Things Falling Apart
by JW Schnarr

This one is OK - deft enough, but didn't make me desperate to get back to the stories. Dark, Canadian, random, fragmentary...not bad, but not that special.

by Kristina Meister

The premise is cool, the voice seemed believable, but I couldn't quite stay with it long enough to find out where it was going. I may be able to get back to this and fill out my impressions.

Twice Shy
by Patrick Freivald

The cover resembles my fashion look-book on Pinterest, funnily enough. Cute idea of zombies masked to pass as humans. Readable enough, but not something I find myself choosing when I have a choice of books.

I have stopped requesting new indie e-books to review. However...

ON the other hand, there is something which has driven me back to the world of public-domain classics that are available thru the miracle of the internet.

By this I mainly mean the BBC show SHERLOCK–I sort of feel like I'm part of the fandom, can't get enough, regularly rewatch episodes, getting excited by the approach of the 3rd season in November, and got REALLY excited by the announcement of a 4th season to come– but also including the two Guy Ritchie movies of the more historic Sherlock Holmes, breathe...

I happened upon a short group of Sherlock Holmes stories on my iPad. When I first went "i-" I naturally checked out all the reading resources. I have, and use, and regularly buy for, mainly Kindle, but I also have iBooks, Stanza, and Audiobooks which I hardly use, except to try their free classics, plus an app called Classics, plus a free+ app called Sherlock Holmes. For free it has only a small selection of 12 short stories, but how thrilling to go to the original text when teasing apart episodes of SHERLOCK, to find actual quotations that appear in one or the other, and I even found one of the title episodes.

It also got me wondering. Was Sir Arthur Conan Doyle a kind of genius or a popular phenomenon, a gifted hack or...what is the critical opinion, exactly? I recently heard of the rehabilitation of the composer Rachmaninoff and I am there with that. My childhood ears were filled with Tchaikovsky and Rachmaninoff and Puccini and, there but less so, Beethoven and my own first discovery, Dvorak. All super-easy superstars, sort of somewhat denigrated for their very ease of their popularity. I have always LOVED all of them, but as my music theory improved, I wondered if I loved them only for their childhood familiarity, if the music was simplistic. Needless to say, I was very pleased to hear, from Tom Allen on CBC 2 no less (see the link for his twitter feed on the sidebar) that Rach is being reconsidered as a composer, and shifted up somewhat from his lightweight class.
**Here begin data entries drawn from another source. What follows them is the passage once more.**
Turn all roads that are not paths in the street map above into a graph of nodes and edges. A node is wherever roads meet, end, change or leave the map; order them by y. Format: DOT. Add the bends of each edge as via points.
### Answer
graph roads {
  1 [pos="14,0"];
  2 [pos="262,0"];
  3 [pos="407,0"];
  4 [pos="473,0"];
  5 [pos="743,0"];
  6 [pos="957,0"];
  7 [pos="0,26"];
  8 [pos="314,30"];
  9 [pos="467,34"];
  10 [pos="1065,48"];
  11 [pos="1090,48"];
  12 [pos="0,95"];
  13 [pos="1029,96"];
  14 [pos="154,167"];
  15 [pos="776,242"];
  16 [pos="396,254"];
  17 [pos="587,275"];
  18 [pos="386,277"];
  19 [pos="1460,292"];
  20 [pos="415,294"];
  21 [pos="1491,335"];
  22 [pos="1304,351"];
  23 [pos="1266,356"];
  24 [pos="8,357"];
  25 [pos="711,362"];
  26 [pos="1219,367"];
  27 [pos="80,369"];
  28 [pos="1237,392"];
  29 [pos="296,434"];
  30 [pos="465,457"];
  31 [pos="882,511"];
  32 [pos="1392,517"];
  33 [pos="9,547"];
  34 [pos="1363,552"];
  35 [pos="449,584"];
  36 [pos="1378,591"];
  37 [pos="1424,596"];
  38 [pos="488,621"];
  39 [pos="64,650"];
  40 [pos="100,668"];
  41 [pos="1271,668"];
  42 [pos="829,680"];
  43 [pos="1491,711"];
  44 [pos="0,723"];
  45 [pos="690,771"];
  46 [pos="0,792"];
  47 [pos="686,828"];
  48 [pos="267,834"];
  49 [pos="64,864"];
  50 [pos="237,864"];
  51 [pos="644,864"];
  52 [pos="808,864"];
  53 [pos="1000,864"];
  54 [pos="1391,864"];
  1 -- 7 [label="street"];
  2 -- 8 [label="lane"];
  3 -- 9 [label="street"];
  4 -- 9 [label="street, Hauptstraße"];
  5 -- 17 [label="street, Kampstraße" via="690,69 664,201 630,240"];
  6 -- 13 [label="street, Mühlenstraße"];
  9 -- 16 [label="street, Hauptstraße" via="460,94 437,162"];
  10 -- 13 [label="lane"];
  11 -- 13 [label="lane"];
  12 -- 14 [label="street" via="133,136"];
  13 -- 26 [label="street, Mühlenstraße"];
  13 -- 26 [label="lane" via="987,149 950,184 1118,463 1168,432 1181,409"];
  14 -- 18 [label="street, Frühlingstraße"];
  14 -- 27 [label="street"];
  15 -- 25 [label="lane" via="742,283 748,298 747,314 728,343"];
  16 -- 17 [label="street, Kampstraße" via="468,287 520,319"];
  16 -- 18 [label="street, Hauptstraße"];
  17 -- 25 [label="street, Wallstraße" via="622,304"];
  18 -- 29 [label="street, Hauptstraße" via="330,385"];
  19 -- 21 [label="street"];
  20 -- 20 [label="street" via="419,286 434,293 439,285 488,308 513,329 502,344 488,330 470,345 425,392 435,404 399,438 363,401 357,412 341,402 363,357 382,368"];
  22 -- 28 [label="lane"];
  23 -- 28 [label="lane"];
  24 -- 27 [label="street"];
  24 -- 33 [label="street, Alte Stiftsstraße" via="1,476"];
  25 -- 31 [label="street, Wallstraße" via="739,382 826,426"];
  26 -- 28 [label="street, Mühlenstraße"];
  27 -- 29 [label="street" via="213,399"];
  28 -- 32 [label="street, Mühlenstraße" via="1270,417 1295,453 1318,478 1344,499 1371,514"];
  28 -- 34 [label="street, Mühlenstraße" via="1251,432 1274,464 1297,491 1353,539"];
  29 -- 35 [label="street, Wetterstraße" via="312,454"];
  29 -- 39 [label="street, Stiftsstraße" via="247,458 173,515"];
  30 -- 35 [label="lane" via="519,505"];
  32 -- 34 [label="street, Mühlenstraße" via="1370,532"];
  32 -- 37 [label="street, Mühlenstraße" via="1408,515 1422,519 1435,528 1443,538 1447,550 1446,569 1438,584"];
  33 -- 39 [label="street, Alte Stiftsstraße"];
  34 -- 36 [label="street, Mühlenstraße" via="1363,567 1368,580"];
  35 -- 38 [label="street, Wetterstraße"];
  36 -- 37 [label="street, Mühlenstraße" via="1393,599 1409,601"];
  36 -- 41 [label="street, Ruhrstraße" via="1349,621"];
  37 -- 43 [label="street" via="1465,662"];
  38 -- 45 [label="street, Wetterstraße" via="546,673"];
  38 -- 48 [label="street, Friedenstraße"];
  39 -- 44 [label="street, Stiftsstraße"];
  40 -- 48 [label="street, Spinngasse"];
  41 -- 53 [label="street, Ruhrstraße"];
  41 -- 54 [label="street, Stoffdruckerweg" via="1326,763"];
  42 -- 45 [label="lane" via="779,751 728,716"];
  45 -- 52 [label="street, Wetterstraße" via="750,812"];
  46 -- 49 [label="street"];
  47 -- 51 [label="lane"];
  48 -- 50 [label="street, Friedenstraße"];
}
So, back to Conan Doyle, I am thinking of Adam Gopnik writing about Moby Dick in the The New Yorker in 2007, here, with the idea that works that would nowadays be "..., by conventional contemporary standards of good editing and critical judgment, improved..." are, in fact, hailed as genius because of their ideosyncratic irregularity.

Certainly merits some additional thought.

The marigold is wondering somewhat nervously about how one's reputation fares when one admits to liking the popular. What strength of character and reputation is required to be part of the movement towards critical acceptance rather than popular?